In this article, he chose not to use the defined MAGE term and equation due to its controversial arguments and comprehension difficulty by both patients and physicians as cited in above excerpt.  Instead, his research work was conducted by using four different but inter-related key components which are easier for both patients and physician to understand. The first component is the glucose fluctuation rate, which is defined as the glucose difference between maximum glucose and minimum glucose divided by average glucose. The second component is the occurrence frequency of hypoglycemia (less than 70 mg/dL) and hyperglycemia (both greater than 140 mg/dL and greater than 180 mg/dL), which is expressed in terms of the occurrence percentages of hypoglycemia and hyperglycemia in terms of total glucose data amount.  The third component is a routinely utilized value by clinical physicians and diabetes patients, i.e. the changes of HbA1C values.  The HbA1C is related to the average glucose value (the mean value) which is capable to provide a good overall picture of most diabetes conditions.  The forth component is the risk probability percentage of having a CVD or stroke using his previously developed metabolism model.

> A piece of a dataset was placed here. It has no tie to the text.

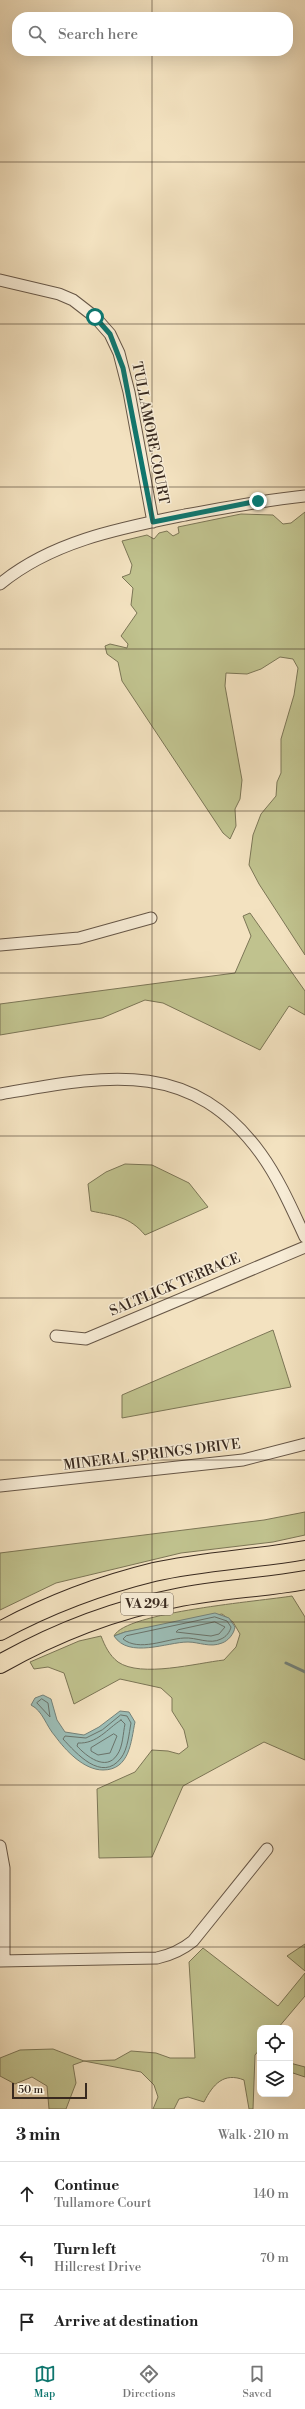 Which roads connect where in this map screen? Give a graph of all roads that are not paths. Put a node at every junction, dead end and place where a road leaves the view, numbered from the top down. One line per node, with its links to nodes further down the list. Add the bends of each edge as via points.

Mathematically, the normal distribution’s characteristic function is defined by just two moments: mean and variance (or standard deviation, the “SD”).  The mean tells you where the center of your distribution is, while the standard deviation tells you how close to the center your data is.  Therefore, for normal distribution, the standard deviation is especially important, because it contributes about 50% of these two definitions or moments.  However, for other data distribution types, the standard deviation is in some ways less important because non-normal distribution types contain other moments.  We cannot assume that most of our data (business, social, economic, scientific or medical origin) are approximately “Normal”, i.e., they are generated by a Gaussian process or by a sum of multiple such processes.  Therefore, when we define a new biomarker with its mathematical operations heavily depending on SD, we must be aware of the limitation of the biomarker’s accuracy and applicability due to its non-Gaussian distribution type in real life.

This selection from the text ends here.